Under ANSI Z765, at least 50% of the floor area must have a minimum finished ceiling height of 7 feet. Areas with 5 to 7 feet count at half value. Areas under 5 feet are excluded. Bonus rooms with sloped ceilings — common in attic conversions — must have sufficient 7-foot clearance to qualify.

Does a bonus room need to be permitted to count in an appraisal?

Permitted bonus rooms are straightforward to count as GLA. Unpermitted bonus rooms must be disclosed and may or may not receive full GLA credit depending on lender guidelines and local ordinances.

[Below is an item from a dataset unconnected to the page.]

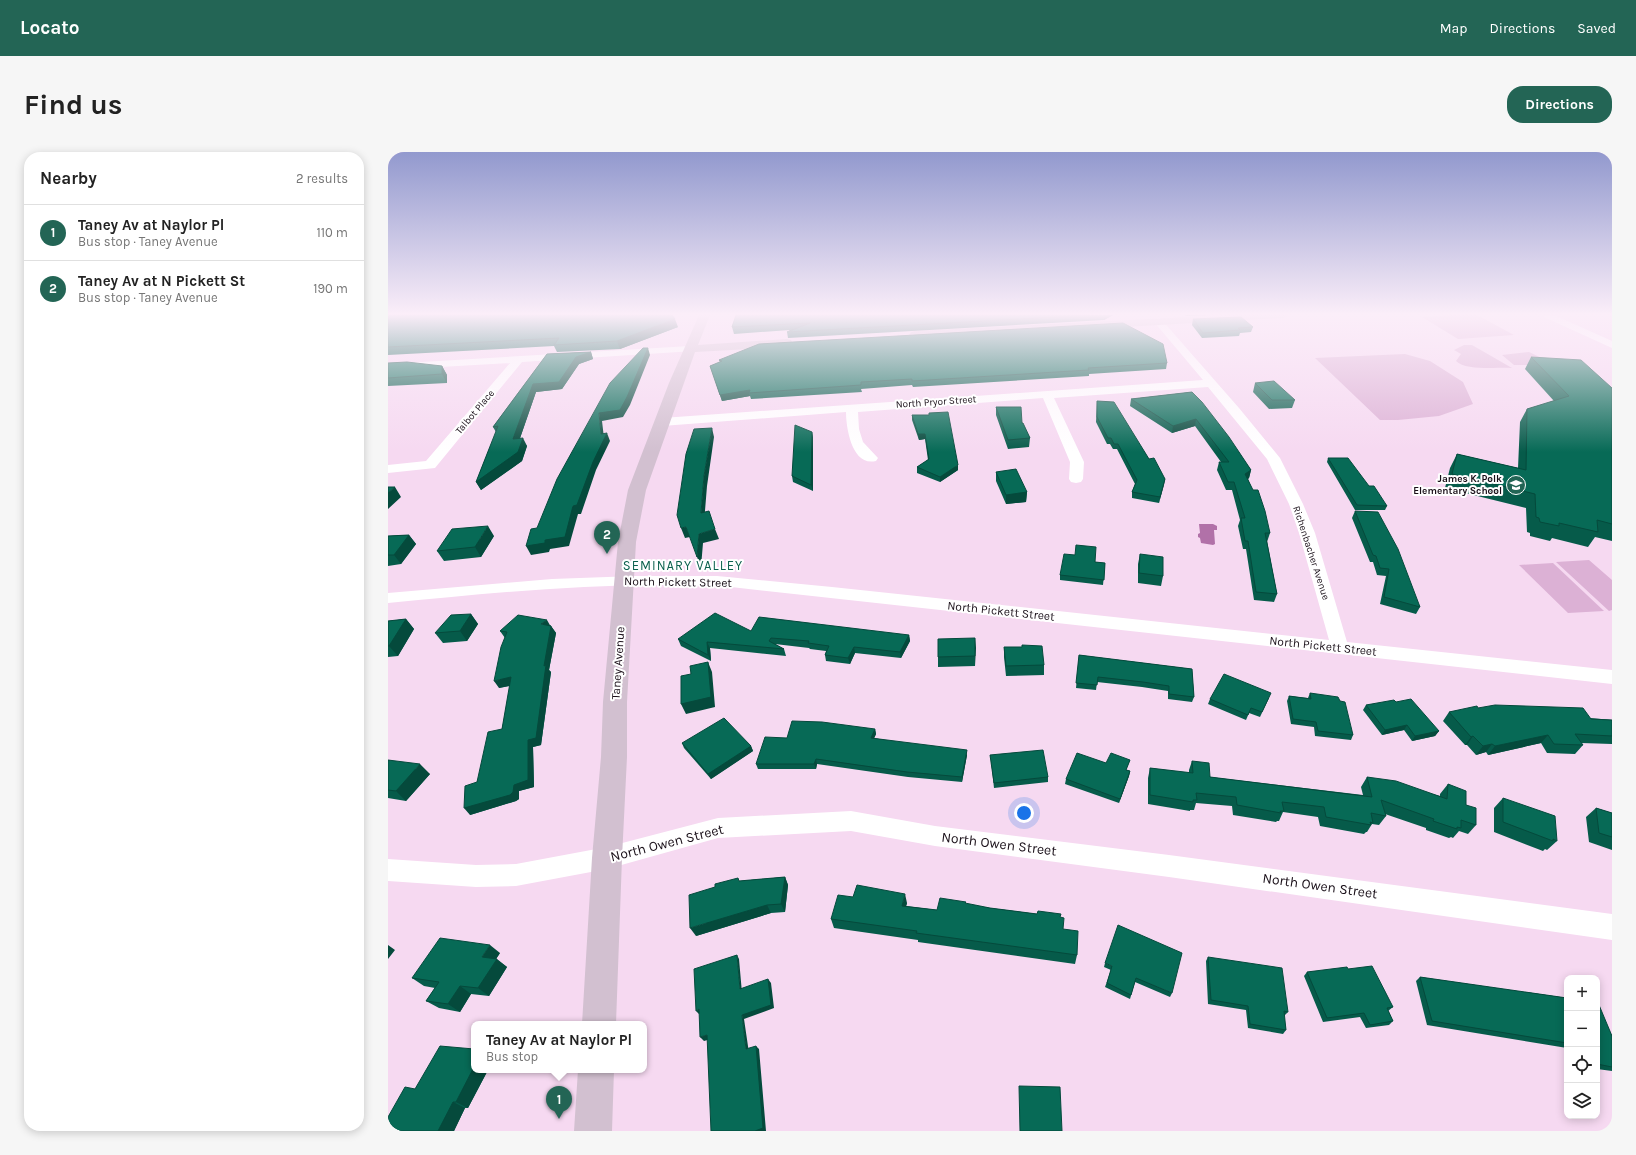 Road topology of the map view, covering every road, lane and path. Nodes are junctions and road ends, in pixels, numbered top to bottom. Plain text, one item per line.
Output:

An unpermitted space that doesn't meet code may require a legal non-conforming analysis or receive no credit at all.

Is a bonus room over a garage part of GLA?

A bonus room over a garage can be GLA if it has a finished ceiling of at least 7 feet over 50% of the area, is heated and cooled, and is accessible from the conditioned living area of the home. The garage beneath it is never GLA — but the bonus room itself is evaluated on its own merits under ANSI Z765.

How is a bonus room reported on an appraisal?

A bonus room is included in the above-grade room count and GLA if it qualifies. Appraisers note it in the improvements description and show it on the sketch addendum with dimensions and area. If it doesn't qualify as GLA (e.g., unfinished, too low), it's excluded from the GLA total and may be noted as storage or utility space.

Can a bonus room increase home value?

Yes. A permitted, finished bonus room that qualifies as GLA adds measurable square footage and contributes to appraised value at the per-square-foot GLA rate. Even bonus rooms that don't fully qualify as GLA can add value as storage, hobby space, or potential living area — typically appraised at a lower contributory rate than finished GLA.

What is the difference between a bonus room and a loft for appraisal purposes?

A bonus room is typically enclosed with walls on all sides and has a defined ceiling, while a loft is open to a lower level without full walls. Both are evaluated under ANSI Z765 ceiling height rules. A loft open to the floor below is generally not counted as additional GLA square footage since the floor area it overlooks is already counted on the lower level.